Savannah Gass’s first word was ‘bug,’ so it was no surprise when she grew up and developed an undying love of nature.
As a young girl in Florida, she would take trips out west with her sister and dad at the beginning of every summer.
Kelsea Gass, Savannah’s sister, said when she was 11 and Savannah was 14, their dad accidentally took them on an advanced hiking trail to see what was then called Harney Peak in the Black Hills National Forest of South Dakota.
Savannah and Kelsea’s father, Dan Gass, said after eating all of their food and helping each other through rough and dangerous terrain for a few hours, they made it to the base of a lookout where they saw people they hadn’t seen on the way up.
As it turned out, there was an easier way.
“You could have just drove a truck up there,” Dan, a 62-year-old ambulance salesman, said.
But the Gass girls took it in stride.
“We were too young to complain,” Kelsea said. “We were just having fun.”
Since Savannah’s unexpected death in September, she has become a part of nature by decomposing naturally in the Prairie Creek Conservation Cemetery.
The Gasses convened at the cemetery on May 15 for Community Planting Day in the wide-open meadow area where patches of native wildflowers brighten the land and the sun beats down on dead natural wreaths.
Sarah Uhrig, the assistant director at PCCC, said it was one of four conservation burial grounds in the United States when it started in 2010.
Uhrig said PCCC does not embalm its residents or use traditional coffins or vaults, which are concrete boxes that keep the bottom of the grave flat.
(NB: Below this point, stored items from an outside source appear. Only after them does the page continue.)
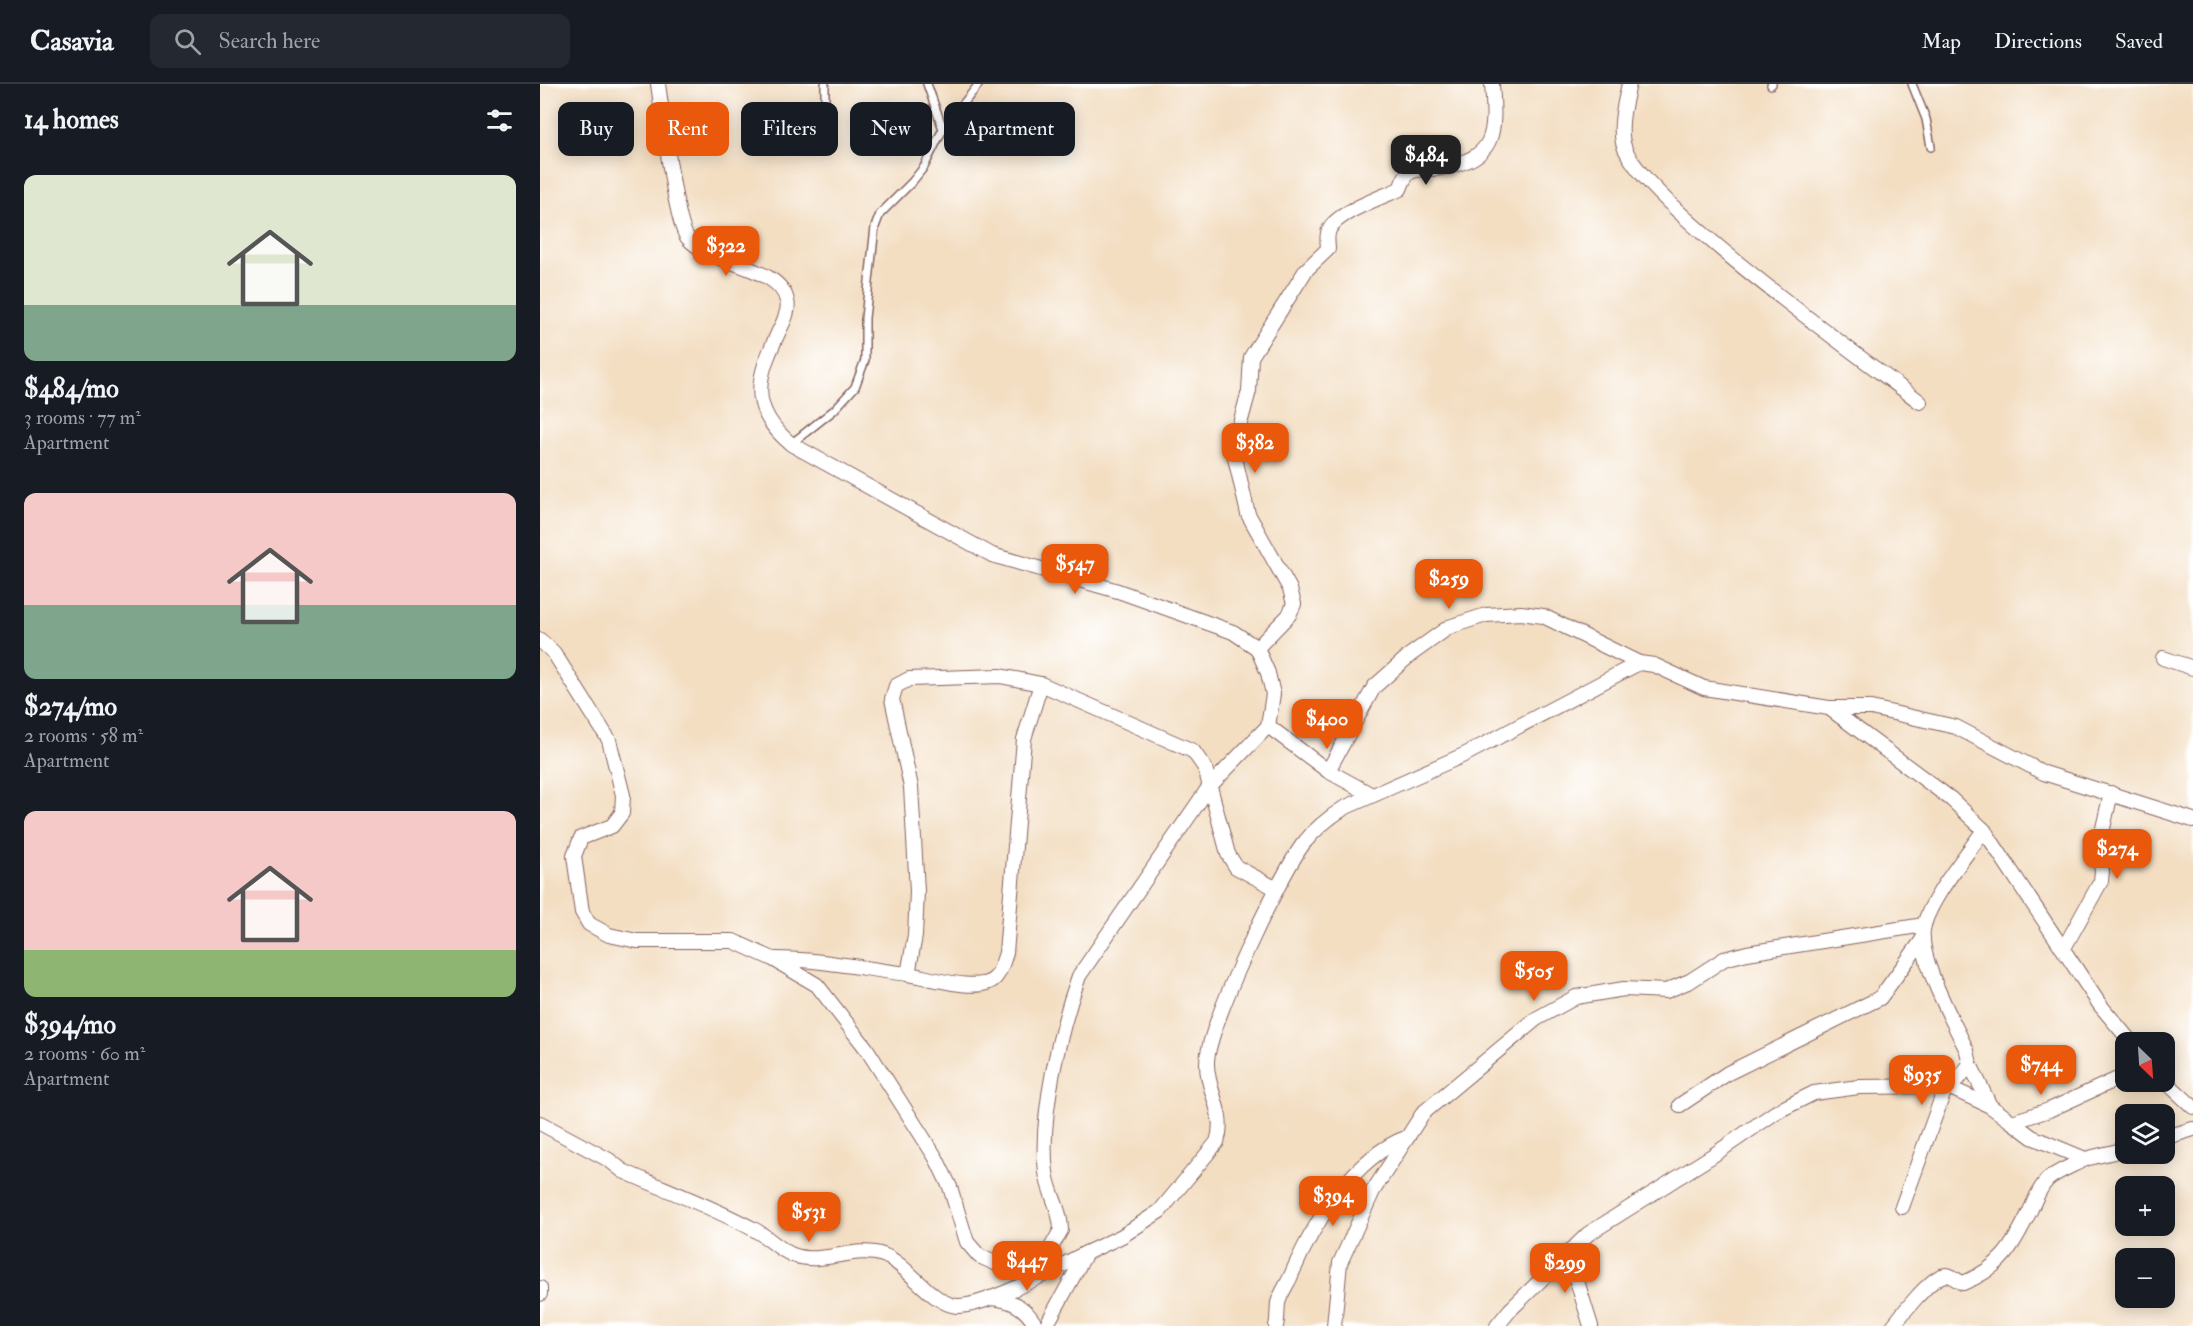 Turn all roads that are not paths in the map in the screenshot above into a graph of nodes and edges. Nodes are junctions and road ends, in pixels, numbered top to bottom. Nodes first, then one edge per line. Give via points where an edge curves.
1 (658, 84) edge
2 (825, 84) edge
3 (927, 84) edge
4 (979, 84) edge
5 (1492, 84) edge
6 (1629, 84) edge
7 (1912, 84) edge
8 (825, 99) dead end
9 (943, 129) junction
10 (1930, 147) dead end
11 (1920, 402) dead end
12 (791, 444) junction
13 (540, 640) edge
14 (1257, 648) junction
15 (2163, 658) dead end
16 (1639, 663) junction
17 (2193, 668) edge
18 (1041, 684) junction
19 (1829, 708) junction
20 (1268, 726) junction
21 (1328, 771) junction
22 (1209, 788) junction
23 (2111, 794) junction
24 (1371, 795) junction
25 (2193, 820) edge
26 (1984, 830) junction
27 (1277, 889) junction
28 (1924, 925) junction
29 (1923, 939) junction
30 (2064, 948) junction
31 (773, 959) junction
32 (908, 974) junction
33 (2123, 1032) edge
34 (1970, 1064) junction
35 (2115, 1080) edge
36 (1946, 1086) junction
37 (2175, 1090) edge
38 (1680, 1105) dead end
39 (1990, 1106) junction
40 (2193, 1107) edge
41 (2012, 1122) junction
42 (540, 1123) edge
43 (2193, 1129) edge
44 (2175, 1135) edge
45 (1408, 1137) junction
46 (2115, 1152) edge
47 (2085, 1159) junction
48 (1902, 1207) dead end
49 (1568, 1252) junction
50 (1086, 1253) junction
51 (1044, 1270) junction
52 (540, 1288) edge
53 (540, 1294) edge
54 (987, 1298) junction
55 (1036, 1326) edge
56 (1046, 1326) edge
57 (1276, 1326) edge
58 (1334, 1326) edge
59 (1497, 1326) edge
60 (1592, 1326) edge
61 (1893, 1326) edge

1 - 12 street via 685,235 701,251 760,273 781,287 788,302 758,388 771,427
2 - 8 lane
3 - 9 lane
4 - 9 lane
5 - 14 street via 1494,117 1488,144 1476,159 1462,165 1413,171 1400,189 1336,222 1327,234 1328,249 1306,270 1251,357 1249,391 1233,449 1248,514 1290,589 1294,604 1289,615
6 - 11 street via 1622,113 1623,143 1636,169 1698,228 1776,292
7 - 10 lane via 1926,119
9 - 12 lane via 924,167 880,214 875,227 865,318 866,360 855,387 834,410
12 - 14 street via 992,555 1118,591 1233,632
13 - 31 street via 554,653 609,740 623,795 622,813 612,826 581,838 574,856 582,912 589,924 609,935 638,941 733,941
14 - 20 street via 1273,694
15 - 17 street
16 - 19 street via 1654,665 1704,688
16 - 21 street via 1543,616 1486,615 1449,627 1374,687
16 - 24 street via 1466,754
18 - 22 street via 1193,751 1205,768
18 - 32 street via 1024,739 1006,953 1000,972 993,981 975,986
18 - 32 street via 1000,676 909,679 896,686 892,699 911,787 917,891
19 - 23 street via 1871,708 1956,728 2044,773
19 - 26 street via 1951,799
20 - 21 street
20 - 22 street
21 - 24 street
22 - 27 street via 1228,854 1236,867
22 - 51 street via 1110,928 1079,976 1070,1000 1055,1066 1046,1135 1046,1173 1061,1230
23 - 25 street
23 - 30 street via 2098,850 2101,880
24 - 27 street via 1326,819 1303,845
26 - 28 street via 1943,889
26 - 30 street
27 - 50 street via 1210,1046 1208,1076 1220,1113 1221,1130 1216,1143 1160,1211
28 - 29 street
28 - 45 street via 1724,959 1666,991 1624,988 1576,997 1536,1019 1488,1057 1424,1113
29 - 34 street via 1926,958
29 - 38 street via 1880,998 1728,1073
30 - 33 street via 2100,1005
31 - 32 street via 809,959
31 - 51 street via 817,985 866,1048 936,1158 950,1187 967,1242 979,1256 997,1264
34 - 36 street
34 - 39 street
35 - 41 street
36 - 39 street
36 - 48 street
36 - 49 street via 1859,1087 1814,1093 1776,1112 1588,1234
37 - 40 street
39 - 41 street
41 - 47 street via 2032,1137
42 - 54 street via 622,1171 756,1230 792,1255 815,1260 851,1254 882,1255 948,1303 964,1305
43 - 44 street
45 - 57 street via 1379,1152 1335,1197 1306,1240 1278,1303
45 - 58 street via 1373,1191 1340,1263
46 - 47 street
47 - 61 street via 2049,1179 1999,1264 1963,1283 1951,1275 1942,1276 1908,1306
49 - 59 street
49 - 60 street
50 - 51 street
50 - 56 street
51 - 54 street
52 - 53 street
54 - 55 street via 1017,1304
Savannah rests on cotton in a natural wicker casket.
A conservational cemetery operates with a goal of minimal environmental impact, Uhrig said.
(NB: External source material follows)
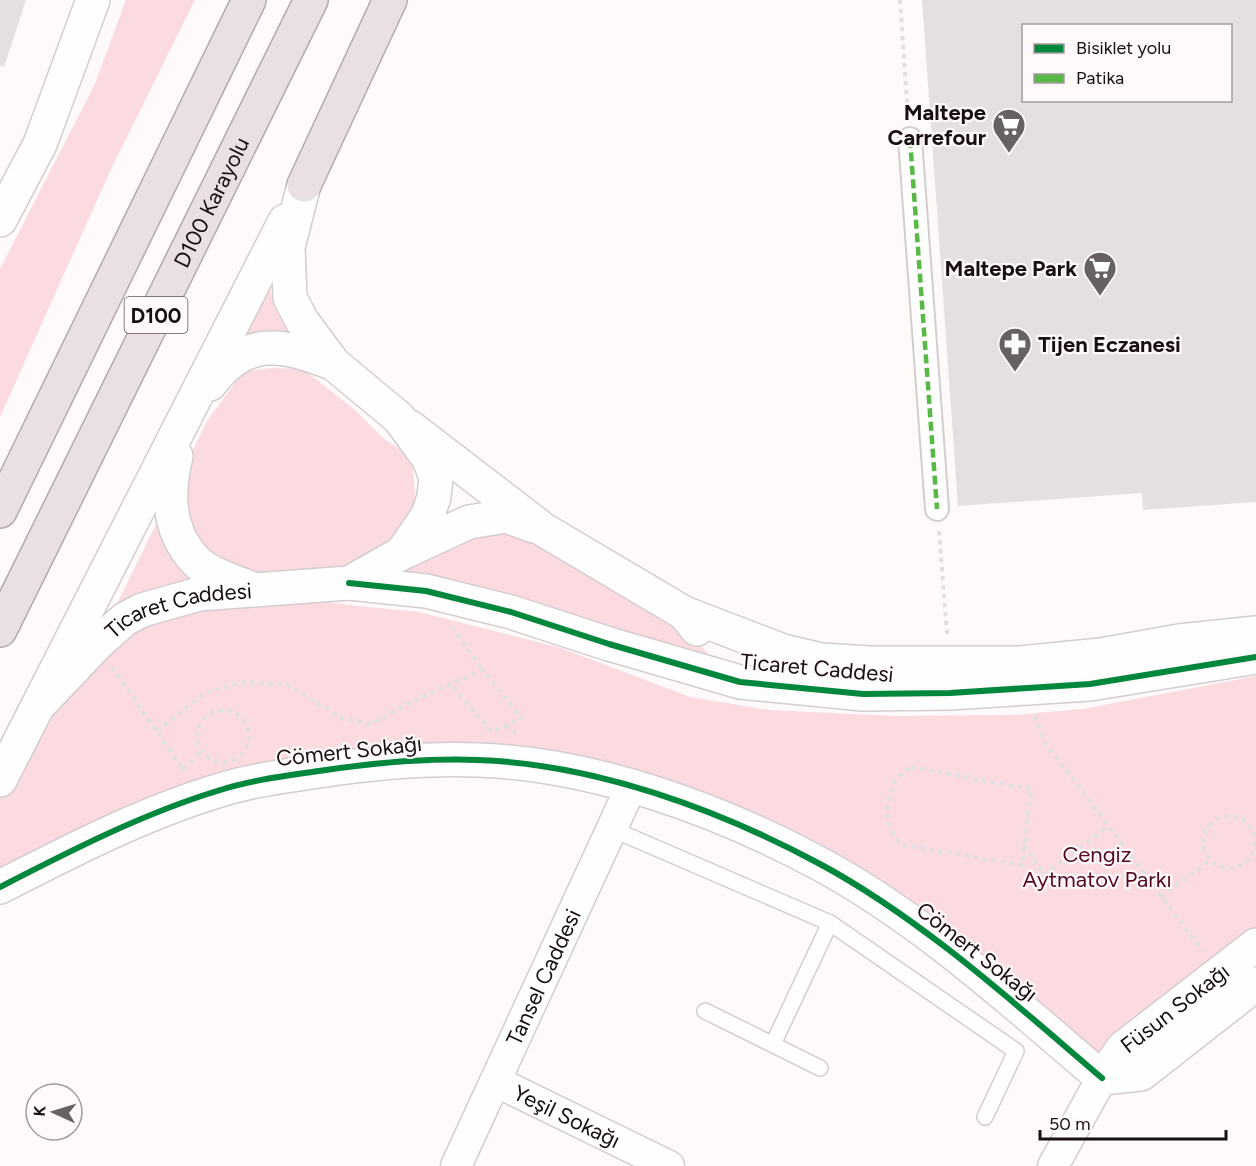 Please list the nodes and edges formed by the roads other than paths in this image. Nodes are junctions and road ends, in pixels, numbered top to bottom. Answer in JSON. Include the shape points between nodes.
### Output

“It's about these people, but it's also about the land and protecting it and managing it as a living space,” she said.
First, members of the Society of the Pick and Spade, a community of volunteers who help the cemetery operate, dig the graves by hand, Uhrig said.
Next, the contents of the graves are considered. There are about 700 people buried at PCCC, and each of them rests in minimalist graves with their names, birth dates and death dates etched into the head of a large stake instead of a traditional tombstone.
The goal is to leave as little of a barrier as possible between the body and the earth. Many are buried in shrouds and layers of natural wicker woven into biodegradable caskets, Uhrig said.
Community Planting Day in the meadow is one of two days each year when families and volunteers combine with staff at PCCC to reintroduce native shrubs, grasses and wildflowers to the land, Uhrig said.
The other Community Planting Day is in the green, thickly wooded area of the cemetery, where more plants are also introduced.
This year, Uhrig said PCCC ordered about 120 native plants including shrubs, grasses and wildflowers from growers around Florida. It also conducted a controlled burn of about a quarter-acre area of the meadow three weeks ago to prepare for planting milkweed for butterflies.
Families can call in advance and reserve plants to put at the graves of their loved ones on Community Planting Day, and they can also request for PCCC staff to plant in their stead if they cannot attend, Uhrig said.
Once planted, the location of the plants is recorded by staff so they can water them as needed for the next few months to give the plants the best chance of continuing to live on their own.
The Gasses planted some milkweed on Savannah’s grave to attract butterflies. There were also feathers and a sea shell left on her grave in honor of her love of nature, her father said.
“She was a quiet peacemaker — just had a very kind presence about her with everybody,” Dan said. “Too many people didn’t know her.”